Косматый бесшумно шагнул вплотную и тихо, но угрожающе произнёс: «Побэг — стрелат будэм». Он грубо обшарил и облапал меня. Из карманов куртки извлёк радиоприёмничек, документы, ключи от машины. Сопротивляться было бесполезно. «Жды!» — приказал он, ухмыльнувшись презрительно и надменно.

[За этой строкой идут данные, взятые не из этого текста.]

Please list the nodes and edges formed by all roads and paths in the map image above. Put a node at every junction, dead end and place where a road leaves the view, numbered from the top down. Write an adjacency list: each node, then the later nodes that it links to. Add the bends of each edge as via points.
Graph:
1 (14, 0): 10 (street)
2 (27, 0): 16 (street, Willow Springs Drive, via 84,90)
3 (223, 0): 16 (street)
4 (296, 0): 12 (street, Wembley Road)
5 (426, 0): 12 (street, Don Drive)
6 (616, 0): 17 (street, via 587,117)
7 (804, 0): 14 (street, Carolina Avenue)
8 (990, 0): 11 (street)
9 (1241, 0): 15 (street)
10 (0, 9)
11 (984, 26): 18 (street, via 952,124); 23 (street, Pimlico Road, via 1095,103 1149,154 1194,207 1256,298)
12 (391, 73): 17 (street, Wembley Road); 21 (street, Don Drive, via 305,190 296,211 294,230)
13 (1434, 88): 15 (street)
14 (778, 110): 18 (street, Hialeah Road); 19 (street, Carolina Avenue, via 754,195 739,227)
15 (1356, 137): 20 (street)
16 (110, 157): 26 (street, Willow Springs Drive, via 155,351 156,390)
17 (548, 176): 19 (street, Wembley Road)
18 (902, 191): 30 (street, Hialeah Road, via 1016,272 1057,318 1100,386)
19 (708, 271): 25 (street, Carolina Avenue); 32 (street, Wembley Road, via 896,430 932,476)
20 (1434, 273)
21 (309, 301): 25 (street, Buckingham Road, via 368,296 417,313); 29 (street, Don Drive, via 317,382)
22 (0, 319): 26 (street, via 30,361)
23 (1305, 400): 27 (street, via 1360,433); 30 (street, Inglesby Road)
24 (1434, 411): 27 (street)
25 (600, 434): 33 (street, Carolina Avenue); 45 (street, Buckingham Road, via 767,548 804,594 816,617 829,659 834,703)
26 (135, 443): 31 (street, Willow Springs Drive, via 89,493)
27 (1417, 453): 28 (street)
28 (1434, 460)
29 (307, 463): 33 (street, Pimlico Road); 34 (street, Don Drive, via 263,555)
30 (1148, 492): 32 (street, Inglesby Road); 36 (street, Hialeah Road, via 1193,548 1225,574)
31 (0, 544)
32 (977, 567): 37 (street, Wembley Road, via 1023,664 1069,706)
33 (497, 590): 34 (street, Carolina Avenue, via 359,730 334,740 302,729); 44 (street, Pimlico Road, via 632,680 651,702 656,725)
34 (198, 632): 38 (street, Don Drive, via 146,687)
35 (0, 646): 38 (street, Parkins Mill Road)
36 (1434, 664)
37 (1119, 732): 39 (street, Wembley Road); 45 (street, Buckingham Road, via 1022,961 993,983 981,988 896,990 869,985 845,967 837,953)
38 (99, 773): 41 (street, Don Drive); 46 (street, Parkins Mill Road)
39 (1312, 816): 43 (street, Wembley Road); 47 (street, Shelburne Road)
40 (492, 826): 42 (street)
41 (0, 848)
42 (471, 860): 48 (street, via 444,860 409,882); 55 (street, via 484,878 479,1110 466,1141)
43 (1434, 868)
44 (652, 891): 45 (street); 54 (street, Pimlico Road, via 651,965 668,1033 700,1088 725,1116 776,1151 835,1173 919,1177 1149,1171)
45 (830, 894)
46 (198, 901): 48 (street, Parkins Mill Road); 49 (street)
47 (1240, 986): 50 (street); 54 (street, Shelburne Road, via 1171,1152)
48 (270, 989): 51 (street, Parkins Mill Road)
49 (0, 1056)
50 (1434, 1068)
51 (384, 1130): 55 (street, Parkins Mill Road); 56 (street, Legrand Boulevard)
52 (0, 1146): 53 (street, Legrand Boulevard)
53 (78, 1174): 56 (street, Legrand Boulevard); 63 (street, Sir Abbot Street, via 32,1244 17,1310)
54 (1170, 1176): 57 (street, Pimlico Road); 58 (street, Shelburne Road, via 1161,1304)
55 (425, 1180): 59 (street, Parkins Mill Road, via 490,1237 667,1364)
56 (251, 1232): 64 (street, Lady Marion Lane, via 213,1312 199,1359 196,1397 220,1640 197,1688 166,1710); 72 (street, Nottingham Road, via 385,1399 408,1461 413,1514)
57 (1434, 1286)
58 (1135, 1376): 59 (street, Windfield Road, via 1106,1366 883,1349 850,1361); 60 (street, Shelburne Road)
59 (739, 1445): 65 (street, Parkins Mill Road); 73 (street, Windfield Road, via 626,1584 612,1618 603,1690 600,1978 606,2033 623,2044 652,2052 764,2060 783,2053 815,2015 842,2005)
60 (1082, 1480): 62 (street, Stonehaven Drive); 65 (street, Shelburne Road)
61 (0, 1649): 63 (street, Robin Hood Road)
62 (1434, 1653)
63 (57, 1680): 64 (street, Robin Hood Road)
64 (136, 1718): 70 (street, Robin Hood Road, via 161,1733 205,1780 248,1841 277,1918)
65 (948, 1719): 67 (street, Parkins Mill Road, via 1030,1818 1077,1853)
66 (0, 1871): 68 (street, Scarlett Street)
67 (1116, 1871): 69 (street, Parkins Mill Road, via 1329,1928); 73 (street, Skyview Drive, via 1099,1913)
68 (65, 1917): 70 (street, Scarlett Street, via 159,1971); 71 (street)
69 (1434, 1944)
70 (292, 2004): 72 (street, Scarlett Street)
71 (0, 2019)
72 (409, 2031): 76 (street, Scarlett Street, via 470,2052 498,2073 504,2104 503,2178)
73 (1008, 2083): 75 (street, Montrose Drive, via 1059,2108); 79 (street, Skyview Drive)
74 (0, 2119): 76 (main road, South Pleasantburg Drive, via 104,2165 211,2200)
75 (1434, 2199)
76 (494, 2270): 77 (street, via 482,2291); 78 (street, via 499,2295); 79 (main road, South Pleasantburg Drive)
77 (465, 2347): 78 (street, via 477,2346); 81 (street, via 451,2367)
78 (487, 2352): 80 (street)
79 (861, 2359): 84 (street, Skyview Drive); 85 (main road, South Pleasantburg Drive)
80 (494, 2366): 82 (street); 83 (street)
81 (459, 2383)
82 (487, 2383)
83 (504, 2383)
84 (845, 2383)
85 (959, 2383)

Во мне закипела яростная обида. В безрассудстве я сбросил с затылка руки. Тот метнул по-звериному злобный взгляд, но даже не пригрозил карабином, и я догадался, что команды расправиться со мной не было. К тому же, дудаевец вяло, но твёрдо произнёс: «Шамыл, нэлзя».
Я осмелел, взвинчено бросил:
— Скажите Ордыбьеву, что здесь не зона! Не гулаговский концлагерь! И на него найдётся управа!
Надо было видеть, как по-волчьи дико Шамиль оскалился на меня. Сколько бешенной ненависти исторгали, налившиеся кровью, глаза. Такие страшные глазища я уже видел чуть раньше у псов «баскервиллей».